Input records:

......

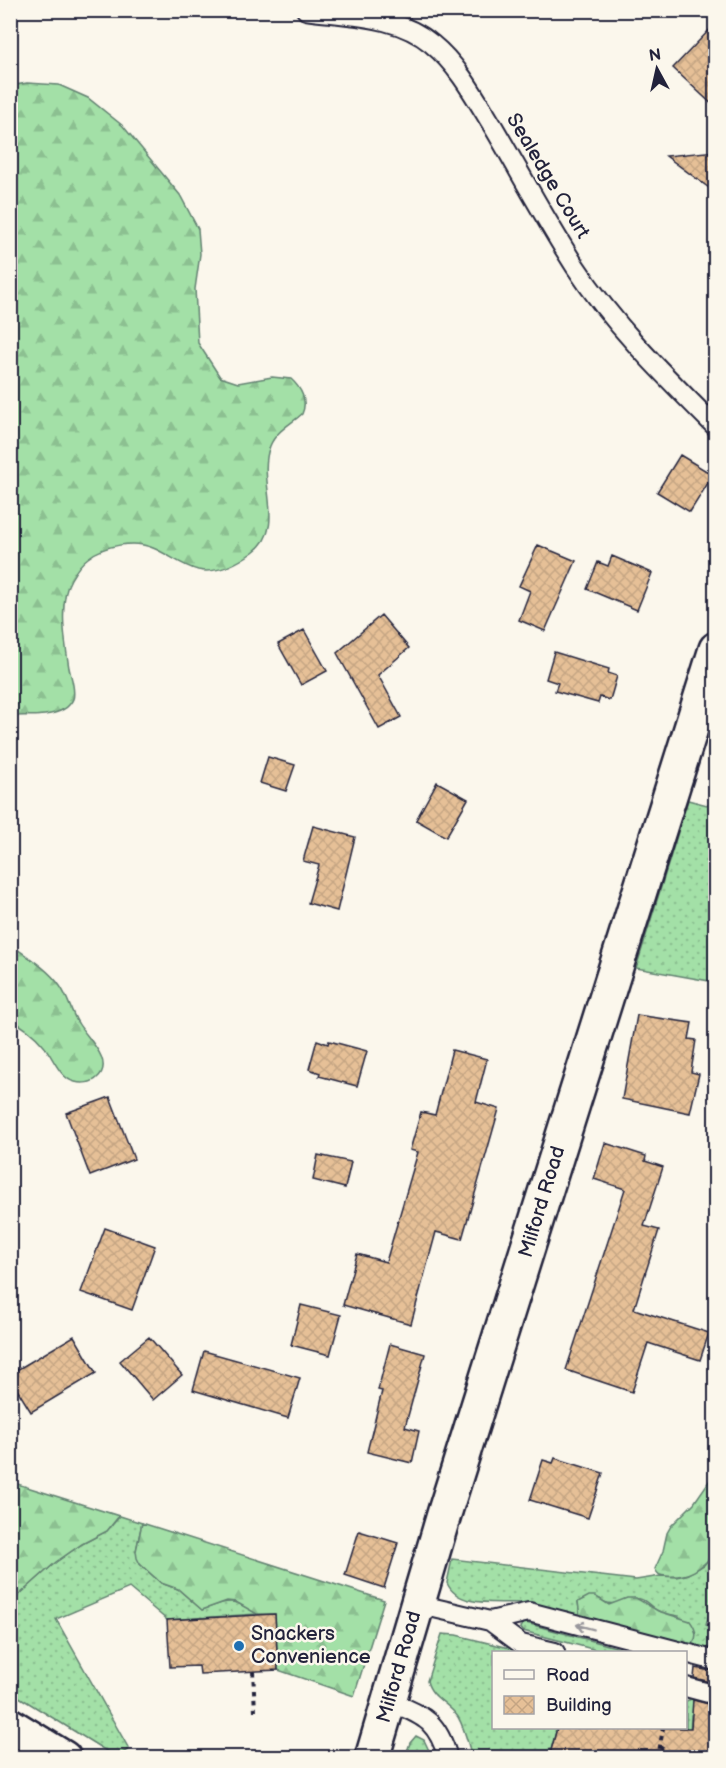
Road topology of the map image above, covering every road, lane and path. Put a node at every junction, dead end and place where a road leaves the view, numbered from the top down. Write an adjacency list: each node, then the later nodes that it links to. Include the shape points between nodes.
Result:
1 (306, 10): 2 (lane, Sealedge Court, via 383,20 410,29 451,63 474,94 590,288 630,339)
2 (716, 427)
3 (716, 649): 4 (street, Milford Road)
4 (417, 1604): 5 (lane); 13 (street, Milford Road)
5 (490, 1621): 6 (lane, via 521,1644); 7 (lane, one-way to 5, via 529,1612)
6 (547, 1651)
7 (677, 1651)
8 (687, 1654): 9 (lane)
9 (716, 1661)
10 (253, 1671): 14 (path)
11 (687, 1687): 12 (lane)
12 (716, 1695)
13 (389, 1701): 19 (street, Milford Road); 20 (lane, via 428,1719 440,1734)
14 (255, 1711)
15 (10, 1725): 18 (street)
16 (663, 1729): 17 (path)
17 (659, 1747): 21 (path); 22 (path)
18 (64, 1758)
19 (372, 1758)
20 (448, 1758)
21 (658, 1758)
22 (680, 1758)

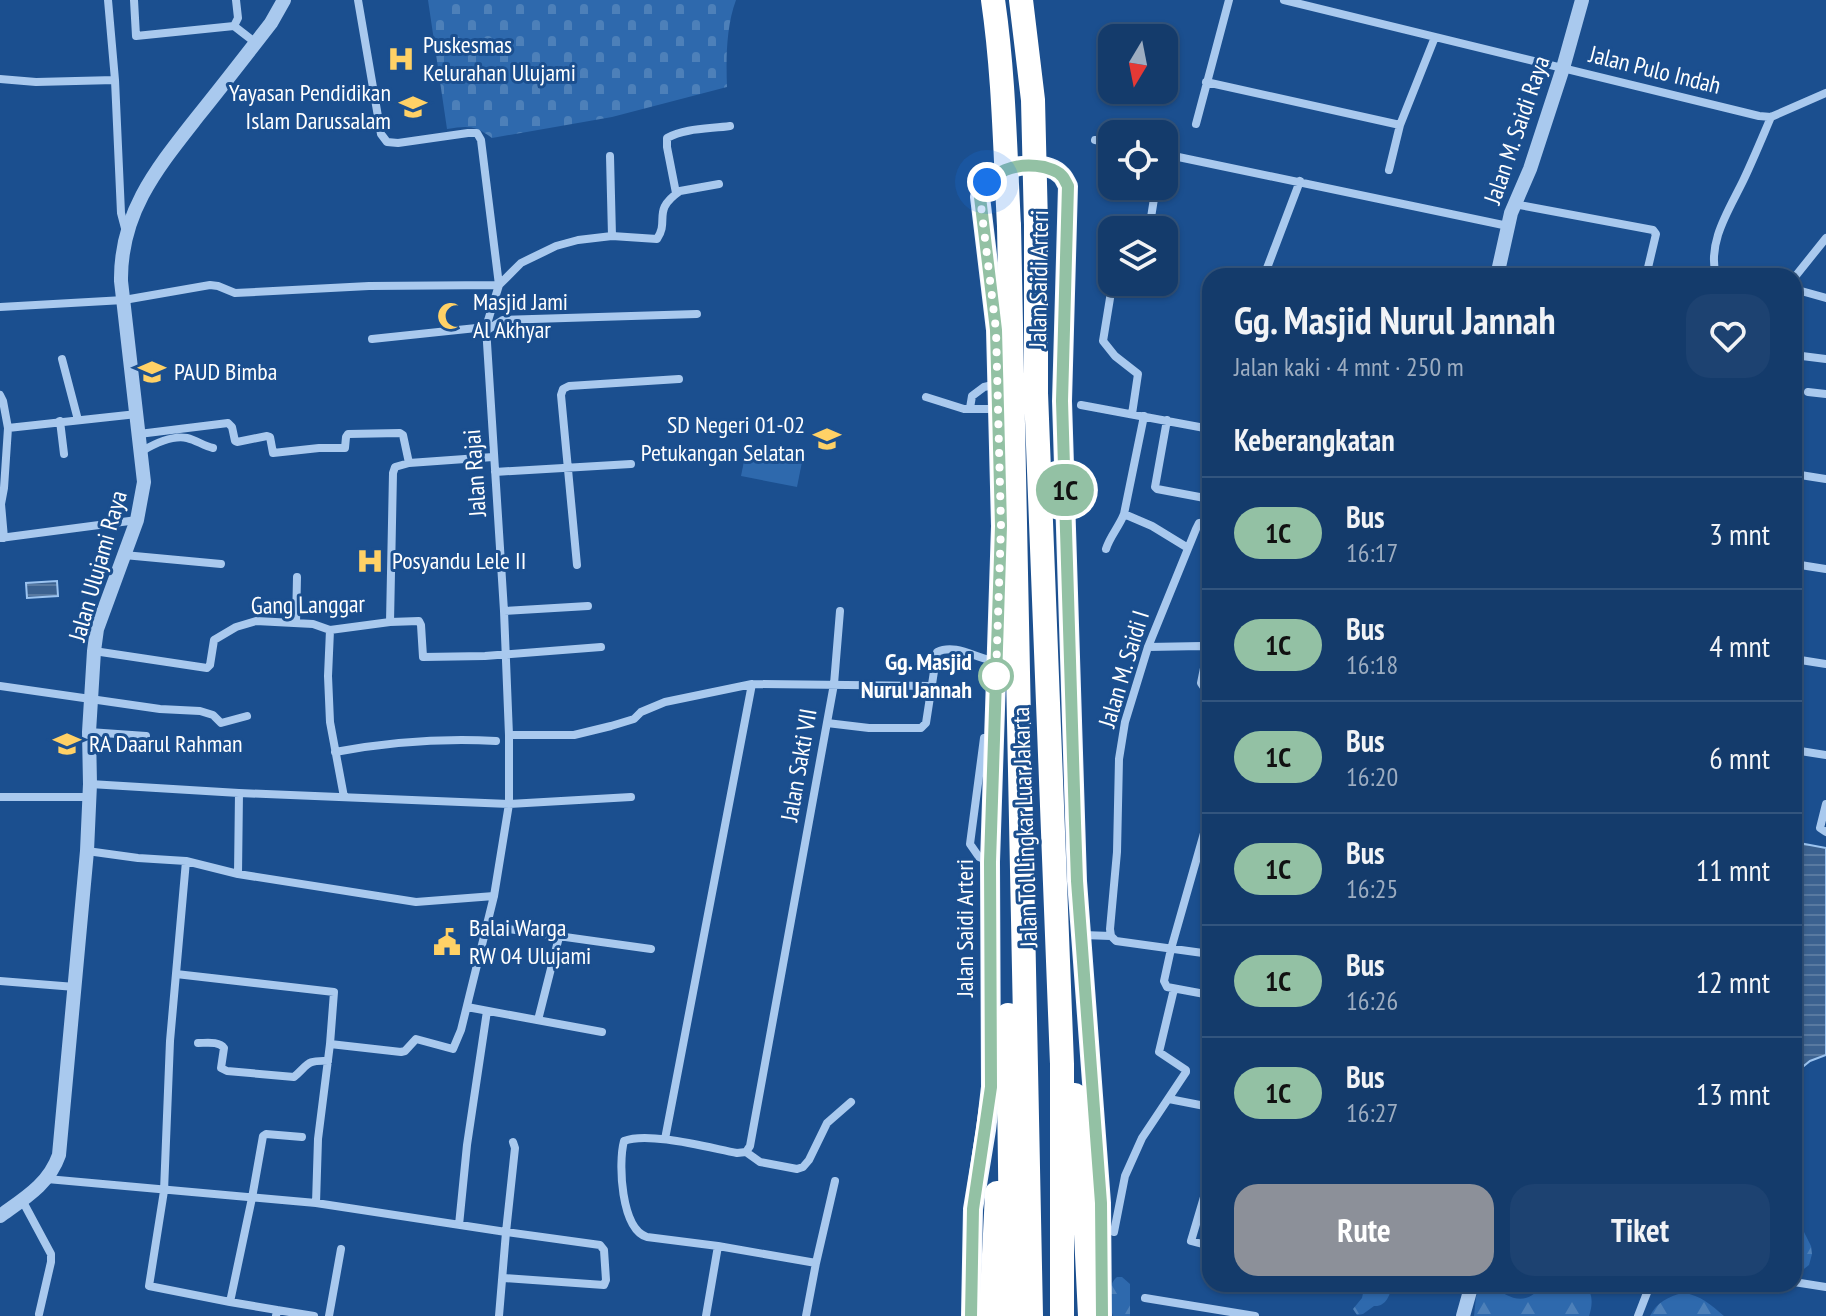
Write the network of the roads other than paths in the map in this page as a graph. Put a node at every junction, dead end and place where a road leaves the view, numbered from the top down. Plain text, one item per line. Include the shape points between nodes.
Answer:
1 (108, 0) edge
2 (134, 0) edge
3 (236, 0) edge
4 (284, 0) edge
5 (358, 0) edge
6 (993, 0) edge
7 (1021, 0) edge
8 (1229, 0) edge
9 (1284, 0) edge
10 (1582, 0) edge
11 (234, 26) junction
12 (1435, 37) junction
13 (256, 43) junction
14 (1563, 68) junction
15 (0, 79) edge
16 (115, 80) junction
17 (1206, 82) junction
18 (1826, 93) edge
19 (1771, 117) junction
20 (1196, 124) dead end
21 (1400, 125) junction
22 (730, 126) dead end
23 (1095, 140) dead end
24 (1098, 141) edge
25 (610, 156) dead end
26 (1178, 157) edge
27 (1389, 170) dead end
28 (1300, 181) junction
29 (719, 184) dead end
30 (676, 193) junction
31 (1514, 204) junction
32 (1508, 226) junction
33 (126, 233) junction
34 (612, 236) junction
35 (1826, 238) edge
36 (1267, 268) edge
37 (1499, 268) edge
38 (1648, 268) edge
39 (1714, 268) edge
40 (1802, 268) edge
41 (499, 285) junction
42 (1802, 291) edge
43 (1110, 296) edge
44 (1826, 298) edge
45 (124, 300) junction
46 (0, 307) edge
47 (697, 314) dead end
48 (486, 329) junction
49 (372, 339) dead end
50 (1802, 356) edge
51 (62, 359) dead end
52 (1826, 359) edge
53 (679, 379) dead end
54 (998, 384) junction
55 (1808, 392) dead end
56 (1826, 394) edge
57 (0, 395) edge
58 (926, 397) dead end
59 (1081, 405) dead end
60 (970, 408) junction
61 (998, 409) junction
62 (137, 414) junction
63 (1132, 414) junction
64 (1144, 416) junction
65 (78, 420) junction
66 (1167, 420) junction
67 (60, 421) junction
68 (1202, 427) edge
69 (8, 428) junction
70 (139, 434) junction
71 (213, 448) dead end
72 (142, 451) junction
73 (64, 454) dead end
74 (493, 457) junction
75 (409, 463) junction
76 (631, 464) dead end
77 (568, 467) junction
78 (495, 472) junction
79 (1802, 475) edge
80 (1826, 479) edge
81 (1202, 497) edge
82 (1124, 514) junction
83 (137, 520) junction
84 (1202, 523) edge
85 (2, 538) edge
86 (1188, 548) junction
87 (1106, 549) dead end
88 (124, 555) junction
89 (221, 564) dead end
90 (577, 565) dead end
91 (1802, 565) edge
92 (1826, 569) edge
93 (297, 577) dead end
94 (588, 606) dead end
95 (504, 611) junction
96 (840, 611) dead end
97 (390, 622) junction
98 (296, 623) junction
99 (330, 630) junction
100 (1202, 646) edge
101 (601, 647) dead end
102 (1148, 647) junction
103 (94, 651) junction
104 (506, 654) junction
105 (1802, 660) edge
106 (1007, 662) junction
107 (1826, 664) edge
108 (752, 684) junction
109 (834, 684) junction
110 (0, 686) edge
111 (931, 686) junction
112 (91, 698) junction
113 (247, 716) dead end
114 (827, 723) junction
115 (89, 732) junction
116 (509, 735) junction
117 (146, 736) dead end
118 (496, 741) dead end
119 (1802, 751) edge
120 (335, 752) junction
121 (1826, 755) edge
122 (90, 790) junction
123 (239, 793) junction
124 (0, 797) edge
125 (344, 797) junction
126 (631, 797) dead end
127 (509, 804) junction
128 (1826, 804) edge
129 (1826, 832) edge
130 (1202, 840) edge
131 (87, 851) junction
132 (186, 861) junction
133 (238, 874) junction
134 (494, 896) junction
135 (486, 926) junction
136 (1081, 935) junction
137 (1111, 936) junction
138 (559, 937) junction
139 (651, 949) dead end
140 (1171, 949) junction
141 (1202, 953) edge
142 (176, 974) junction
143 (0, 981) edge
144 (75, 987) junction
145 (1174, 989) junction
146 (1202, 994) edge
147 (467, 1007) junction
148 (487, 1011) junction
149 (538, 1020) junction
150 (602, 1032) dead end
151 (198, 1043) dead end
152 (330, 1044) junction
153 (328, 1061) junction
154 (1062, 1064) junction
155 (1169, 1099) junction
156 (851, 1102) dead end
157 (1202, 1105) edge
158 (1009, 1108) junction
159 (302, 1137) dead end
160 (665, 1139) junction
161 (513, 1142) dead end
162 (746, 1152) junction
163 (47, 1179) junction
164 (835, 1181) dead end
165 (164, 1191) junction
166 (252, 1198) junction
167 (22, 1200) junction
168 (316, 1203) junction
169 (1202, 1204) edge
170 (0, 1216) edge
171 (459, 1225) junction
172 (506, 1232) junction
173 (1114, 1232) dead end
174 (1202, 1244) edge
175 (718, 1246) junction
176 (341, 1249) dead end
177 (816, 1263) junction
178 (504, 1278) junction
179 (1802, 1283) edge
180 (1826, 1287) edge
181 (1470, 1292) edge
182 (1647, 1292) edge
183 (1145, 1298) dead end
184 (230, 1302) junction
185 (276, 1313) edge
186 (1222, 1313) edge
187 (39, 1314) dead end
188 (314, 1316) edge
189 (329, 1316) edge
190 (499, 1316) edge
191 (706, 1316) edge
192 (806, 1316) edge
193 (971, 1316) edge
194 (991, 1316) edge
195 (1012, 1316) edge
196 (1031, 1316) edge
197 (1062, 1316) edge
198 (1090, 1316) edge
199 (1102, 1316) edge
200 (1255, 1316) edge
201 (1463, 1316) edge
202 (1638, 1316) edge

1 - 16 street
2 - 11 street via 136,36
3 - 11 street
4 - 13 street, Jalan Ulujami Raya
5 - 41 street via 381,134 387,142 468,133 477,133 481,140
6 - 106 highway, Jalan Tol Lingkar Luar Jakarta, bridge via 1009,226
7 - 154 highway, Jalan Tol Lingkar Luar Jakarta, bridge via 1033,100 1036,393
8 - 17 street
9 - 12 street, Jalan Pulo Indah
10 - 14 street, Jalan M. Saidi Raya
11 - 13 street
12 - 14 street, Jalan Pulo Indah
12 - 21 street
13 - 33 street, Jalan Ulujami Raya via 157,170
14 - 19 street, Jalan Pulo Indah
14 - 31 street, Jalan M. Saidi Raya
15 - 16 street
16 - 33 street
17 - 20 street
17 - 21 street
18 - 19 street
19 - 39 street via 1719,228
21 - 27 street
22 - 30 street via 667,138
23 - 24 street
25 - 34 street
26 - 28 street
28 - 32 street
28 - 36 street
29 - 30 street
30 - 34 street via 662,207 657,239
31 - 32 street, Jalan M. Saidi Raya
31 - 38 street via 1653,230
32 - 37 street, Jalan M. Saidi Raya
33 - 45 street, Jalan Ulujami Raya
34 - 41 street via 539,253
35 - 40 street
41 - 45 street via 235,293 213,285
41 - 48 street, Jalan Rajai
42 - 44 street
43 - 63 street via 1103,341 1138,374
45 - 46 street
45 - 62 street, Jalan Ulujami Raya
47 - 48 street via 503,320
48 - 49 street
48 - 74 street, Jalan Rajai
50 - 52 street
51 - 65 street
53 - 77 street via 563,389
54 - 60 street via 972,396
54 - 61 main road, Jalan Saidi Arteri
54 - 136 main road, Jalan Saidi Arteri via 980,197 994,176 1015,167 1053,169 1068,186 1062,401
55 - 56 street
57 - 69 street
58 - 60 street
59 - 63 street
60 - 61 street
61 - 106 main road, Jalan Saidi Arteri
62 - 65 street
62 - 70 street, Jalan Ulujami Raya
63 - 64 street
64 - 66 street
64 - 82 street
65 - 67 street
66 - 68 street
66 - 81 street via 1155,487
67 - 69 street
67 - 73 street
69 - 85 street
70 - 72 street, Jalan Ulujami Raya
70 - 75 street via 228,423 235,441 267,436 275,453 345,448 348,434 400,433
71 - 72 street via 176,438
72 - 83 street, Jalan Ulujami Raya via 144,482
74 - 75 street
74 - 78 street, Jalan Rajai
75 - 97 street, Gang Langgar via 395,467 393,473
76 - 77 street
77 - 78 street
77 - 90 street
78 - 95 street, Jalan Rajai
79 - 80 street
82 - 86 street
82 - 87 street
83 - 85 street
83 - 88 street, Jalan Ulujami Raya
84 - 86 street, Jalan M. Saidi I
86 - 102 street, Jalan M. Saidi I
88 - 89 street
88 - 103 street, Jalan Ulujami Raya
91 - 92 street
93 - 98 street
94 - 95 street
95 - 104 street, Jalan Rajai
96 - 109 street
97 - 99 street, Gang Langgar
97 - 104 street via 420,623 423,657
98 - 99 street, Gang Langgar
98 - 103 street, Gang Langgar via 256,621 236,627 214,640 207,668
99 - 120 street
100 - 102 street
101 - 104 street
102 - 137 street, Jalan M. Saidi I via 1119,759
103 - 112 street, Jalan Ulujami Raya
104 - 116 street, Jalan Rajai
105 - 107 street
106 - 111 street via 941,649
106 - 158 highway
106 - 193 main road, Jalan Saidi Arteri via 994,717 991,1087 973,1209
106 - 196 highway, Jalan Tol Lingkar Luar Jakarta
108 - 109 street, Jalan Sakti VII
108 - 116 street, Jalan Sakti VII via 659,705 634,719 574,735
108 - 160 street
109 - 111 street
109 - 114 street, Jalan Sakti VII
110 - 112 street
111 - 114 street via 921,728
112 - 113 street via 200,711 221,723
112 - 115 street, Jalan Ulujami Raya
114 - 162 street, Jalan Sakti VII
115 - 117 street
115 - 122 street, Jalan Ulujami Raya
116 - 127 street, Jalan Rajai
118 - 120 street via 420,740
119 - 121 street
120 - 125 street
122 - 123 street
122 - 124 street
122 - 131 street, Jalan Ulujami Raya
123 - 125 street
123 - 133 street
125 - 127 street
126 - 127 street
127 - 134 street, Jalan Rajai
128 - 129 street via 1820,828
130 - 140 street
131 - 132 street
131 - 144 street, Jalan Ulujami Raya
132 - 133 street
132 - 142 street
133 - 134 street via 416,902
134 - 135 street, Jalan Rajai
135 - 138 street
135 - 147 street, Jalan Rajai
136 - 137 street
136 - 199 main road, Jalan Saidi Arteri via 1101,1203
137 - 140 street
138 - 139 street
138 - 149 street
140 - 141 street
140 - 145 street via 1164,981
142 - 152 street via 334,992
142 - 165 street
143 - 144 street
144 - 163 street, Jalan Ulujami Raya via 59,1155
145 - 146 street
145 - 155 street via 1159,1052 1186,1072
147 - 148 street
147 - 152 street, Jalan Rajai via 453,1049 416,1039 401,1052
148 - 149 street
148 - 171 street
149 - 150 street
151 - 153 street via 223,1046 221,1068 227,1071 294,1077 311,1061
152 - 153 street
153 - 168 street
154 - 197 highway, Jalan Tol Lingkar Luar Jakarta
154 - 198 highway via 1076,1102
155 - 157 street
155 - 173 street via 1142,1138 1125,1176
156 - 162 street via 827,1123 803,1167 760,1162
158 - 194 highway via 998,1170
158 - 195 highway
159 - 166 street via 263,1135
160 - 162 street
160 - 175 street via 624,1141 624,1196 635,1231
161 - 172 street
163 - 165 street
163 - 167 street
164 - 177 street
165 - 166 street
165 - 184 street via 149,1286
166 - 168 street
166 - 184 street
167 - 170 street
167 - 187 street via 51,1254
168 - 171 street
169 - 174 street via 1191,1242
171 - 172 street
172 - 178 street
172 - 178 street via 600,1245 606,1280 604,1285
175 - 177 street
175 - 191 street
176 - 189 street
177 - 192 street
178 - 190 street
179 - 180 street
181 - 201 street
182 - 202 street
183 - 186 street
184 - 185 street
185 - 188 street
186 - 200 street

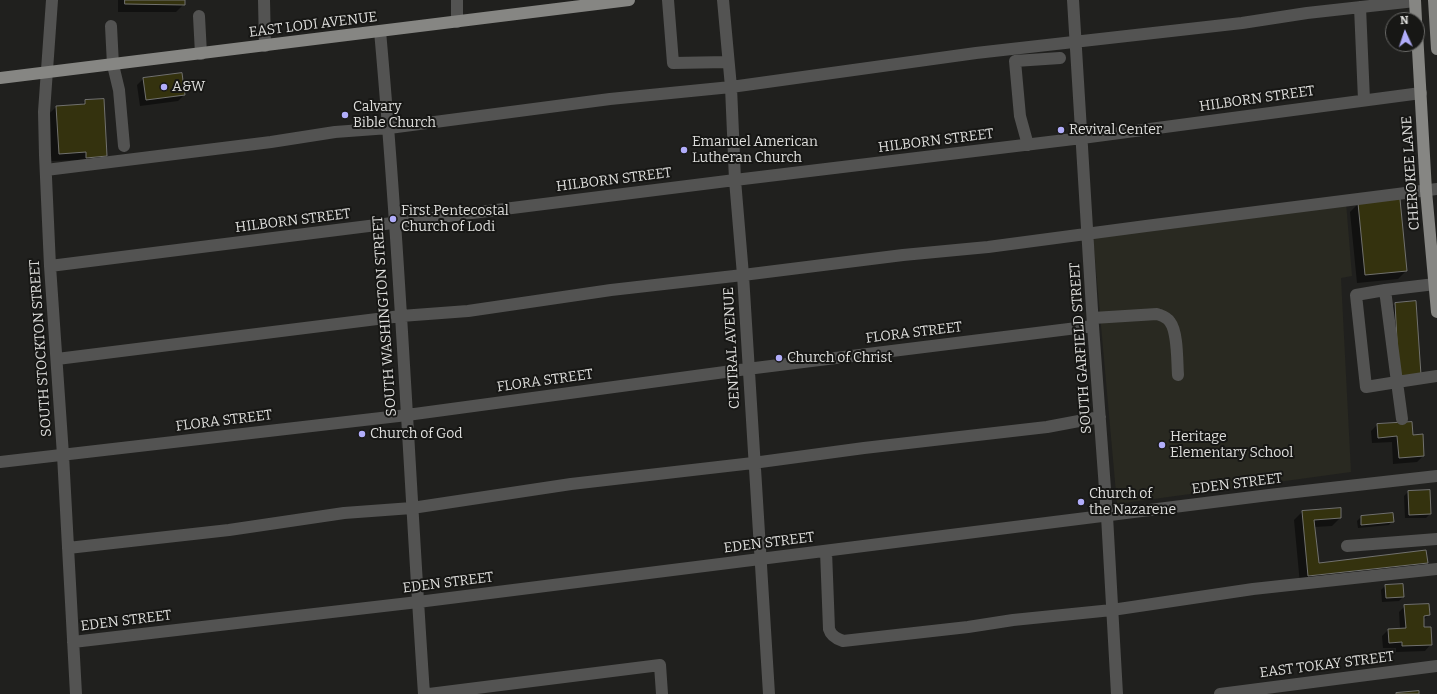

......

Aim of the exercise:
From the material above, copy each line that includes the word "Rajai".

Output of the task:
41 - 48 street, Jalan Rajai
48 - 74 street, Jalan Rajai
74 - 78 street, Jalan Rajai
78 - 95 street, Jalan Rajai
95 - 104 street, Jalan Rajai
104 - 116 street, Jalan Rajai
116 - 127 street, Jalan Rajai
127 - 134 street, Jalan Rajai
134 - 135 street, Jalan Rajai
135 - 147 street, Jalan Rajai
147 - 152 street, Jalan Rajai via 453,1049 416,1039 401,1052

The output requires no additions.